Hi James, As far as powerheads and flow are concerned, i've heard anything from 7x tank volume to 20x tank volume per hour suggested. It all depends what you want and what your tank needs (wow...could that sound any more wooley  )

To put it another way, Buy one powerhead, find a good place in your tank to put it then watch the tank flow, use the air tube if it has one (it should do)and watch the bubbles. In your judgement is the water flowing enough to 'wash' over the live rock to help with filtration and is the water flowing over the substrate enough to clear any dead spots in the tank where excess food and fish poo (sorry  ) can build up. If not, go and buy a second (+) and look again.

I'm guessing (and only guessing) that you will need 3-5 powerheads to get a good flow in your tank.

I have 3 in my 39g FOWLR tank, 1 is setup as a 'power filter' to 'polish' the water and remove debris (I tell you what, it bloody works!!!!) and 2 on 7 day, 24 hour timers to 'fire' at random times between 10 and 30 minutes then pause for 10 and 30 minutes.

Live rock gets a good wash when all 3 are on and fish like my Mandarin can hunt for food when only the lower GPH filter powerhead is on..........

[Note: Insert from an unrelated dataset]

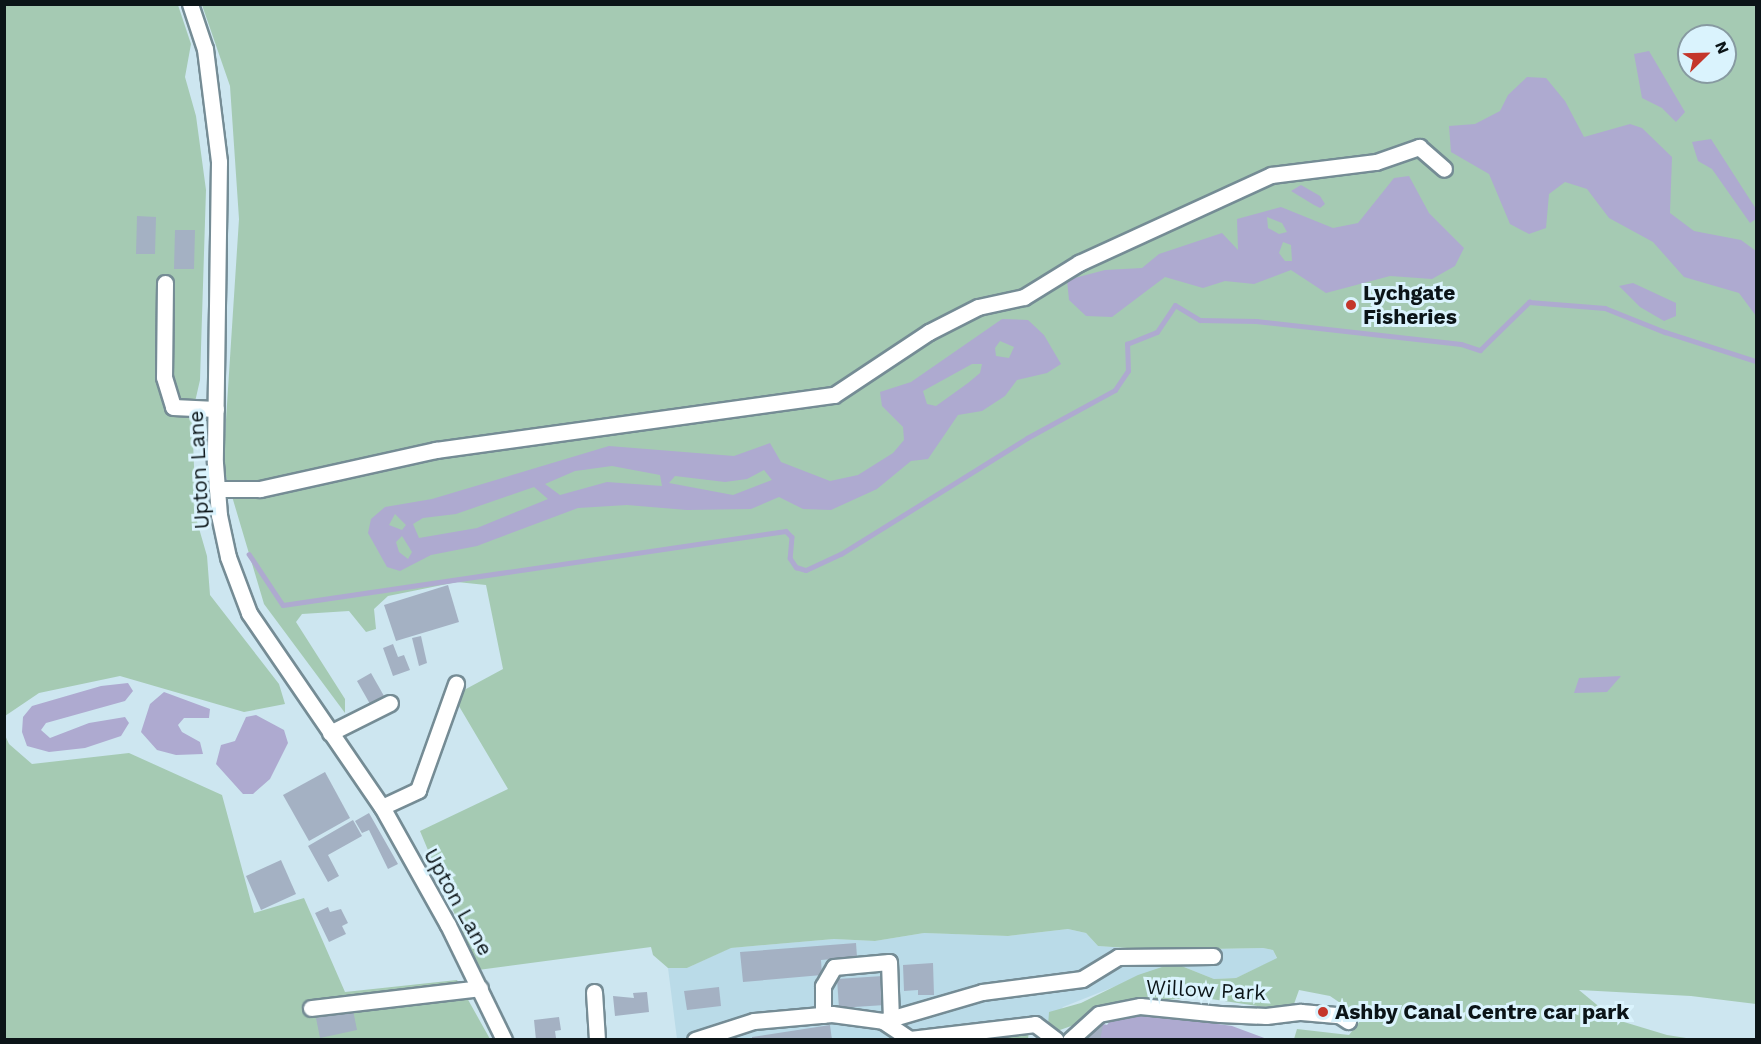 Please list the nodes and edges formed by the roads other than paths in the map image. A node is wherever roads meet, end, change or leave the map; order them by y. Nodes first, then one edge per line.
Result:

It works well for me and my fishy mates


----------



## Fishfirst

yes you can clean uv sterilizers. (don't do it while its on mind you!) And flow should be around at LEAST 5X your gallonage per hour. By the way are you planning on a skimmer??? I would get around 10X, that should be good enough for a fowlr.


----------



## im_a_clownfish

Hi Guys,

Thanks for the answers.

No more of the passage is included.